While building on their prior joint statement regarding competitors collaborating in responding to COVID-19 and its impacts, on April 13th, the U.S. Federal Trade Commission (FTC) and the U.S. Antitrust Division of the Department of Justice (DOJ) (collectively, the Agencies) issued a joint statement reminding the business community that “they are on alert for collusion in U.S. labor markets” and that any such employer collusion that harms workers will never be tolerated, especially during the current pandemic.

Companies — including employers, staffing companies, and recruiters —  should take heed as this statement is an emphatic reminder that COVID-19 does not provide a rationale to legitimize anticompetitive agreements among competitors as it relates to the workforce. This would include any improper agreements to lower wages, reduce salaries, or adjust hours worked. The Agencies are particularly concerned with anticompetitive conduct that harms workers on the front lines of the COVID-19 response, including “doctors, nurses, first responders, and those who work in grocery stores, pharmacies, and warehouses, among other essential service providers.”
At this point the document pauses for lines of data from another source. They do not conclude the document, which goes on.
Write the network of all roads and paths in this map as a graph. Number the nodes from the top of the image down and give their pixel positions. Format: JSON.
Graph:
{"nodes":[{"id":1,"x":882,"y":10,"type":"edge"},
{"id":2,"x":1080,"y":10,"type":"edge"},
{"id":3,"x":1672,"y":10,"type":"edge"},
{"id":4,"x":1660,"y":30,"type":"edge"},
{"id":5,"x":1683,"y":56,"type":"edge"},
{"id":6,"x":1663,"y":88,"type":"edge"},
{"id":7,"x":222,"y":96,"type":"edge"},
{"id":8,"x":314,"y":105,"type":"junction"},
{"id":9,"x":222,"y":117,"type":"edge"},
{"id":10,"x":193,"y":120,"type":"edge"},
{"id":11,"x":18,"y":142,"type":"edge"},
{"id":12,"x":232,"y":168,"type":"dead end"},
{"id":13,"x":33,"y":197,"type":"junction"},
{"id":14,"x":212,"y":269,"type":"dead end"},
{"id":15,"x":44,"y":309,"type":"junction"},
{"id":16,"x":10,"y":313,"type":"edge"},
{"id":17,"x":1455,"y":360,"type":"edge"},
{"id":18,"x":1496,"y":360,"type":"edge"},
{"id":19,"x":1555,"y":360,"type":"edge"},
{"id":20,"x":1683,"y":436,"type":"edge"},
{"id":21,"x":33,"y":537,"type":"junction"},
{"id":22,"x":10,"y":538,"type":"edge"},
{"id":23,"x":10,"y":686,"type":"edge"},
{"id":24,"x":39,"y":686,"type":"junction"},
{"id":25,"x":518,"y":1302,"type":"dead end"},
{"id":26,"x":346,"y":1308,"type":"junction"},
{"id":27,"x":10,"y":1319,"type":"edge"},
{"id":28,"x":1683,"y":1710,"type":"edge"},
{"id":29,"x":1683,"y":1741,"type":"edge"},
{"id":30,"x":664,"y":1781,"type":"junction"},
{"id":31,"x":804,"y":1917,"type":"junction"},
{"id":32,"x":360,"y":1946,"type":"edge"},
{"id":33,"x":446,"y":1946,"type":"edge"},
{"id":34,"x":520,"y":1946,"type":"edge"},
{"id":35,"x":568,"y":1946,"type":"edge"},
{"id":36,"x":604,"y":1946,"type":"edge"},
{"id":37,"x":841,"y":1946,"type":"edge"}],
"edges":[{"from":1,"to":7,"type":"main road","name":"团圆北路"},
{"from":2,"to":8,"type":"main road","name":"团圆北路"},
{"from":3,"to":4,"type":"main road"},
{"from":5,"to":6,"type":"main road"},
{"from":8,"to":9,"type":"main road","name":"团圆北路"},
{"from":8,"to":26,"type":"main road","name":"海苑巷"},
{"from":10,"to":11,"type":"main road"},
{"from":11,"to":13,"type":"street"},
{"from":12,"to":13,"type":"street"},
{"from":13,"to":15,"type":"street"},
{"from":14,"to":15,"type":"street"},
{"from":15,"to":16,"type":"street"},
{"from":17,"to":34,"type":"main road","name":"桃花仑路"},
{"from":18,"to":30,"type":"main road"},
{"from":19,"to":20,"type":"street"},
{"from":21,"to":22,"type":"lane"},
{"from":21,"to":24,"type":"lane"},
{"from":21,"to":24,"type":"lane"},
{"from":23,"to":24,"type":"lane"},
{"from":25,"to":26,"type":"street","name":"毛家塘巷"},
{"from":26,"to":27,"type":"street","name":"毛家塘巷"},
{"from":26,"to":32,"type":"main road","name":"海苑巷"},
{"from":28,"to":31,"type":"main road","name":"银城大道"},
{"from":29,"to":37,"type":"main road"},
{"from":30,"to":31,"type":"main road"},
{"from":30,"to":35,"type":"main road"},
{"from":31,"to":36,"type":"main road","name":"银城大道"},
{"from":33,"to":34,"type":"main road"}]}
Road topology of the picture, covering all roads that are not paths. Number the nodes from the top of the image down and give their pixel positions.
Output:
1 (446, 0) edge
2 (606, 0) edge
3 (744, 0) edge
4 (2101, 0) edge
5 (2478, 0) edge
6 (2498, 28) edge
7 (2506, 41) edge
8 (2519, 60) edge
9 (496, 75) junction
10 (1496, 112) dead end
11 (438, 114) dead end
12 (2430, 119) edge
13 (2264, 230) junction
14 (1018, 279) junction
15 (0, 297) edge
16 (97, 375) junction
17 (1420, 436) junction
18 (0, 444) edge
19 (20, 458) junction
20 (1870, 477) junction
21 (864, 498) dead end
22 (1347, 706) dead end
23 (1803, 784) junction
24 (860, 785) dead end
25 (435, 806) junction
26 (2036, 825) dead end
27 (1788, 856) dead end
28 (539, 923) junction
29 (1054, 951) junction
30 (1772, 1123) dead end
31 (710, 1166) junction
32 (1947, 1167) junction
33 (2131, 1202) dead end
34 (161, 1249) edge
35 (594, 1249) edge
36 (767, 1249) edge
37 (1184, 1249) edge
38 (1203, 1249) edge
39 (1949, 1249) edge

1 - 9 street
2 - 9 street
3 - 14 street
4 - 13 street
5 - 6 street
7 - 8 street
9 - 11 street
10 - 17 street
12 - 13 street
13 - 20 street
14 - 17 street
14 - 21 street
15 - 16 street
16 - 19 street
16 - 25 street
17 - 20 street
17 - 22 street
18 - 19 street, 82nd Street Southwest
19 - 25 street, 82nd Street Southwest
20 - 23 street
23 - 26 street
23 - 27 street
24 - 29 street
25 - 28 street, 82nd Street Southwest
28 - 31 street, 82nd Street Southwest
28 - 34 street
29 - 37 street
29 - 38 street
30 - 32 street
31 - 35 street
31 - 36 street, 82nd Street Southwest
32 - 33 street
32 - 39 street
Specifically, companies and individuals involved in hiring, recruiting, retaining, or placing employees on the front lines of the COVID-19 response must be aware that the Agencies are actively monitoring for any violations in the labor market. Such anticompetitive conduct could include:

  • wage fixing;
  • floors, caps or other requirements on hours worked;
  • no-hire agreements;
  • alignment of benefits provided;
  • noncompete agreements; and
  • improperly exchanging competitively sensitive information, including salary, wages, benefits and compensation data.

Recall, however, that there is a wide range of acceptable collaborations that competitors may undertake in response to the current pandemic and beyond.

DISCLAIMER: Because of the generality of this update, the information provided herein may not be applicable in all situations and should not be acted upon without specific legal advice based on particular situations.